'''

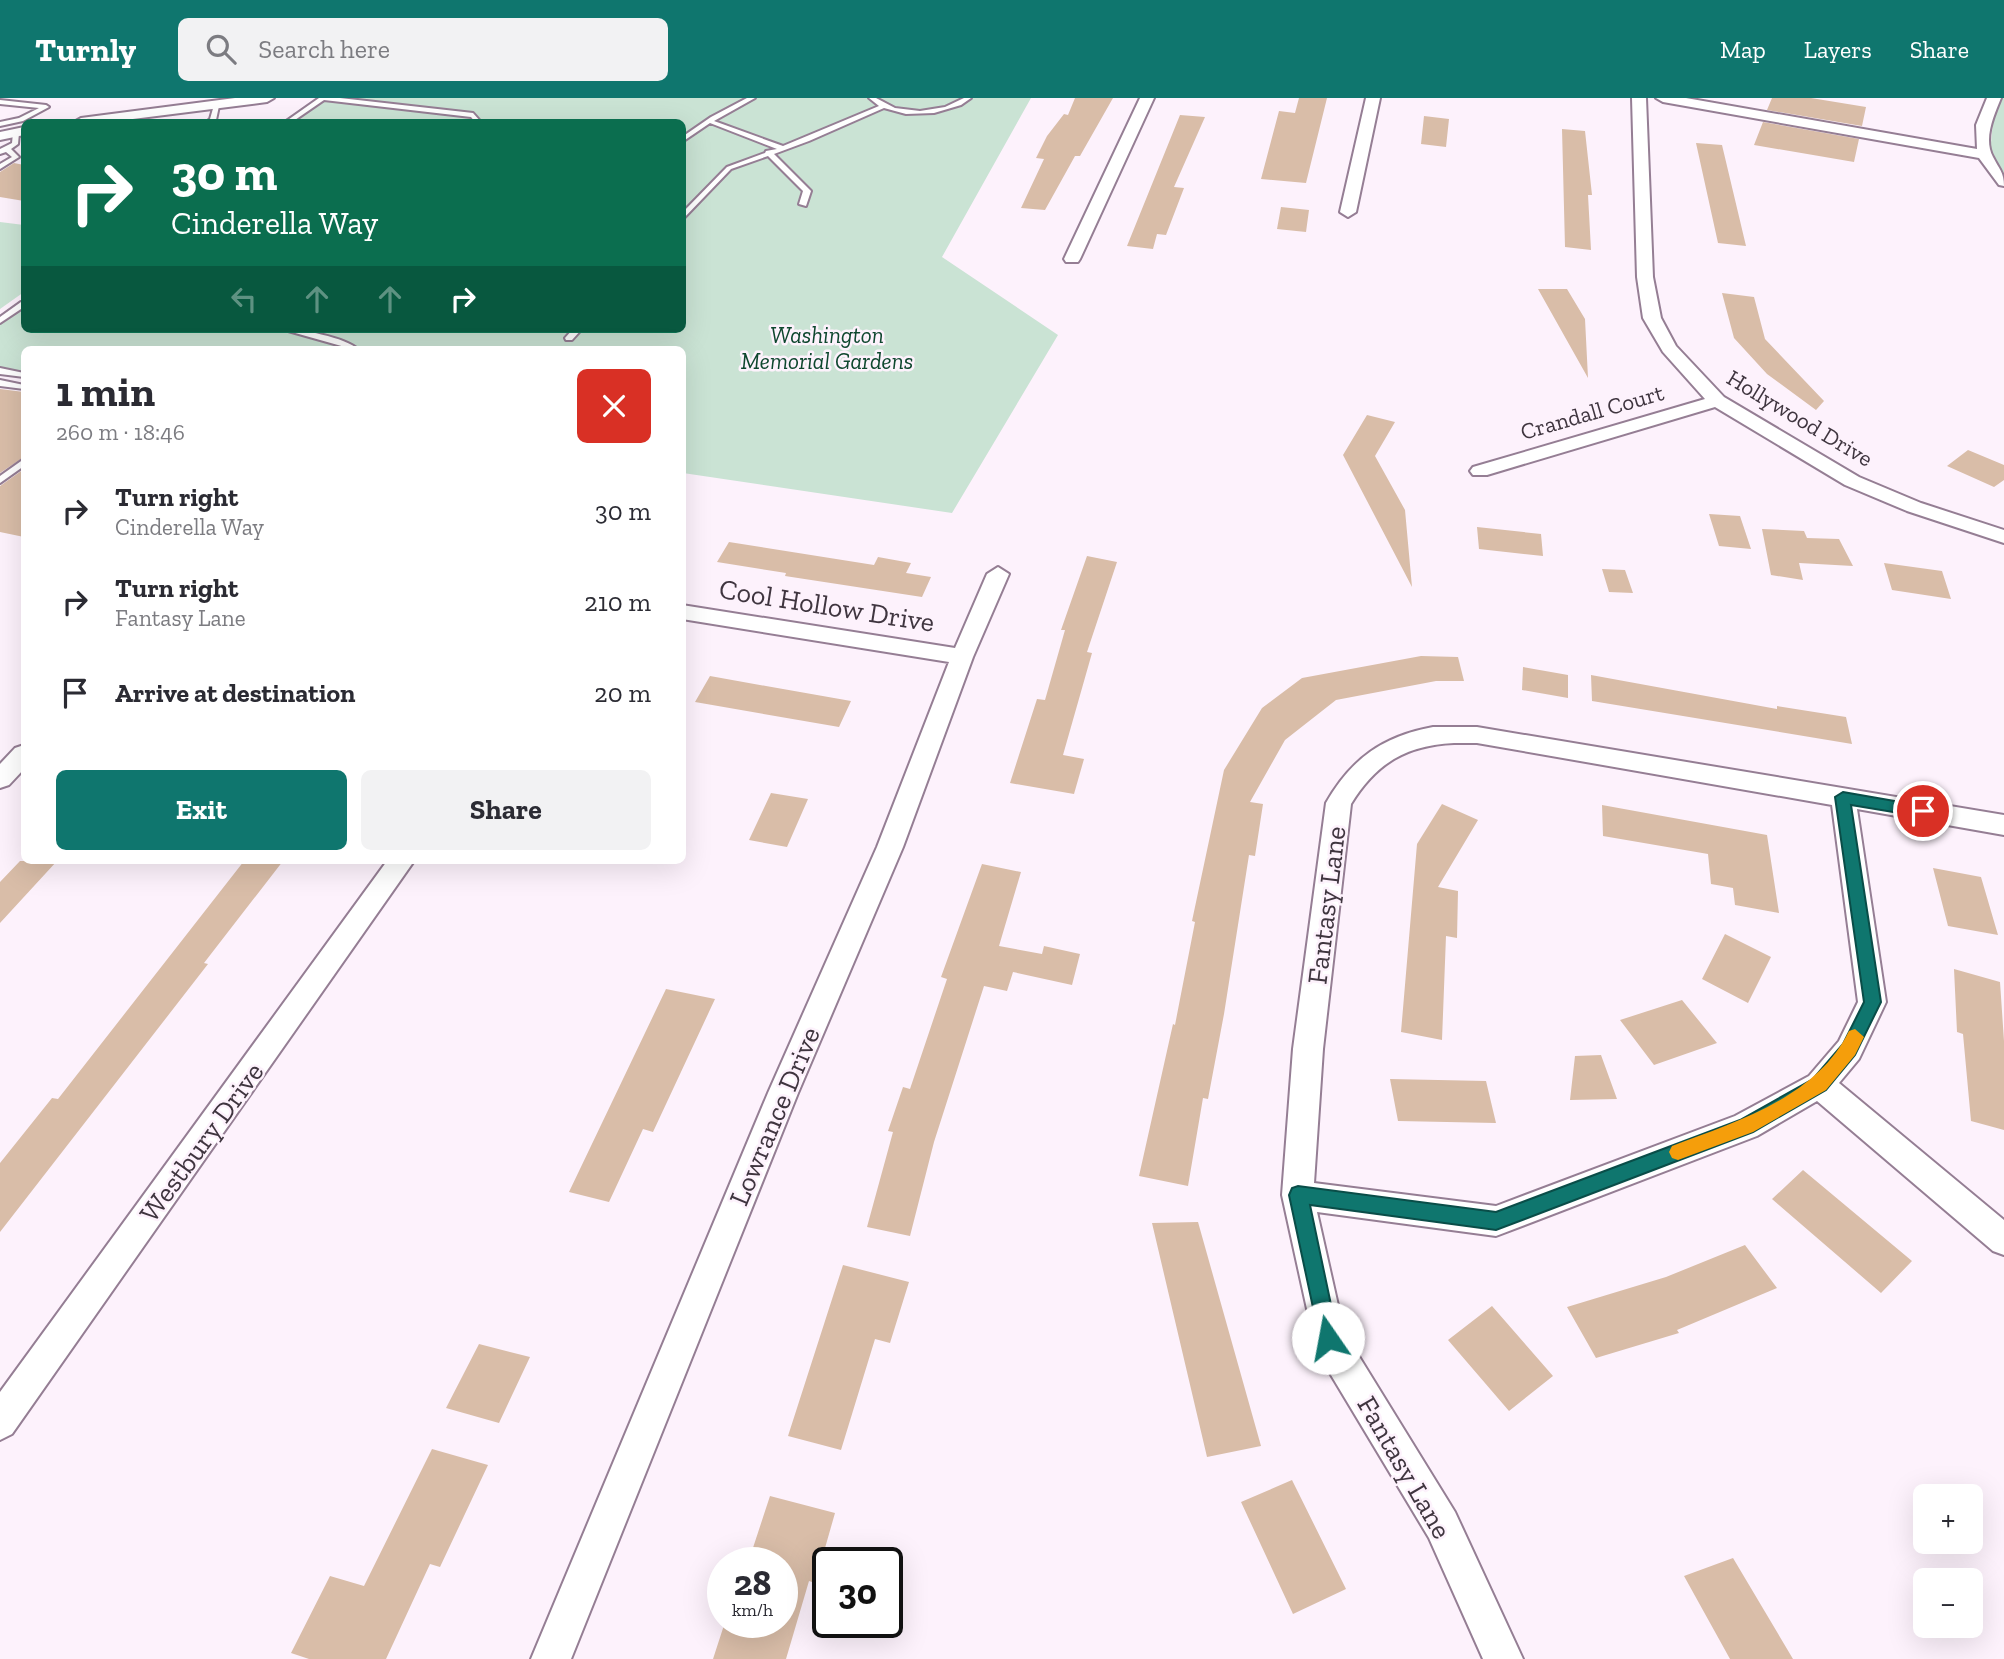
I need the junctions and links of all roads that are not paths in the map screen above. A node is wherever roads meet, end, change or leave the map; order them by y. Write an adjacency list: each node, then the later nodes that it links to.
1 (267, 98): 12 (street)
2 (323, 98): 17 (lane); 18 (lane)
3 (752, 98): 19 (lane)
4 (872, 98): 13 (lane)
5 (968, 98): 13 (lane)
6 (1147, 98): 32 (street)
7 (1373, 98): 30 (street)
8 (1639, 98): 43 (street, Hollywood Drive)
9 (1663, 98): 26 (street)
10 (1994, 98): 26 (street)
11 (0, 102): 14 (lane)
12 (216, 106): 15 (street); 16 (lane)
13 (883, 106): 22 (lane)
14 (23, 119)
15 (106, 119)
16 (213, 119)
17 (292, 119)
18 (476, 119)
19 (709, 121): 21 (lane); 22 (lane)
20 (8, 128): 23 (lane)
21 (686, 137)
22 (782, 148): 25 (lane)
23 (8, 150): 24 (lane); 27 (lane)
24 (0, 152)
25 (768, 152): 29 (lane); 31 (lane)
26 (1984, 155): 28 (street)
27 (0, 167)
28 (2004, 182)
29 (803, 204)
30 (1348, 212)
31 (686, 214)
32 (1072, 259)
33 (21, 306): 34 (lane)
34 (0, 321)
35 (301, 333): 38 (lane)
36 (574, 333): 37 (lane)
37 (569, 338)
38 (349, 346)
39 (0, 371): 40 (lane)
40 (21, 374)
41 (0, 383): 42 (lane)
42 (21, 386)
43 (1717, 401): 45 (street, Crandall Court); 47 (street, Hollywood Drive)
44 (21, 464): 46 (lane)
45 (1480, 471)
46 (0, 481)
47 (2004, 537)
48 (998, 574): 50 (street, Lowrance Drive)
49 (686, 613): 50 (street, Cool Hollow Drive)
50 (962, 657): 60 (street, Lowrance Drive)
51 (21, 757): 52 (street)
52 (0, 779)
53 (1843, 797): 54 (street, Fantasy Lane); 56 (street); 57 (street, Fantasy Lane)
54 (2004, 825)
55 (399, 864): 59 (street, Westbury Drive)
56 (1819, 1085): 57 (street); 58 (street)
57 (1298, 1195): 61 (street, Fantasy Lane)
58 (2004, 1240)
59 (0, 1422)
60 (551, 1659)
61 (1503, 1659)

'''

Your task. Above are the records; print them all exactly and keep the pictures out.

Your solution.
I need the junctions and links of all roads that are not paths in the map screen above. A node is wherever roads meet, end, change or leave the map; order them by y. Write an adjacency list: each node, then the later nodes that it links to.
1 (267, 98): 12 (street)
2 (323, 98): 17 (lane); 18 (lane)
3 (752, 98): 19 (lane)
4 (872, 98): 13 (lane)
5 (968, 98): 13 (lane)
6 (1147, 98): 32 (street)
7 (1373, 98): 30 (street)
8 (1639, 98): 43 (street, Hollywood Drive)
9 (1663, 98): 26 (street)
10 (1994, 98): 26 (street)
11 (0, 102): 14 (lane)
12 (216, 106): 15 (street); 16 (lane)
13 (883, 106): 22 (lane)
14 (23, 119)
15 (106, 119)
16 (213, 119)
17 (292, 119)
18 (476, 119)
19 (709, 121): 21 (lane); 22 (lane)
20 (8, 128): 23 (lane)
21 (686, 137)
22 (782, 148): 25 (lane)
23 (8, 150): 24 (lane); 27 (lane)
24 (0, 152)
25 (768, 152): 29 (lane); 31 (lane)
26 (1984, 155): 28 (street)
27 (0, 167)
28 (2004, 182)
29 (803, 204)
30 (1348, 212)
31 (686, 214)
32 (1072, 259)
33 (21, 306): 34 (lane)
34 (0, 321)
35 (301, 333): 38 (lane)
36 (574, 333): 37 (lane)
37 (569, 338)
38 (349, 346)
39 (0, 371): 40 (lane)
40 (21, 374)
41 (0, 383): 42 (lane)
42 (21, 386)
43 (1717, 401): 45 (street, Crandall Court); 47 (street, Hollywood Drive)
44 (21, 464): 46 (lane)
45 (1480, 471)
46 (0, 481)
47 (2004, 537)
48 (998, 574): 50 (street, Lowrance Drive)
49 (686, 613): 50 (street, Cool Hollow Drive)
50 (962, 657): 60 (street, Lowrance Drive)
51 (21, 757): 52 (street)
52 (0, 779)
53 (1843, 797): 54 (street, Fantasy Lane); 56 (street); 57 (street, Fantasy Lane)
54 (2004, 825)
55 (399, 864): 59 (street, Westbury Drive)
56 (1819, 1085): 57 (street); 58 (street)
57 (1298, 1195): 61 (street, Fantasy Lane)
58 (2004, 1240)
59 (0, 1422)
60 (551, 1659)
61 (1503, 1659)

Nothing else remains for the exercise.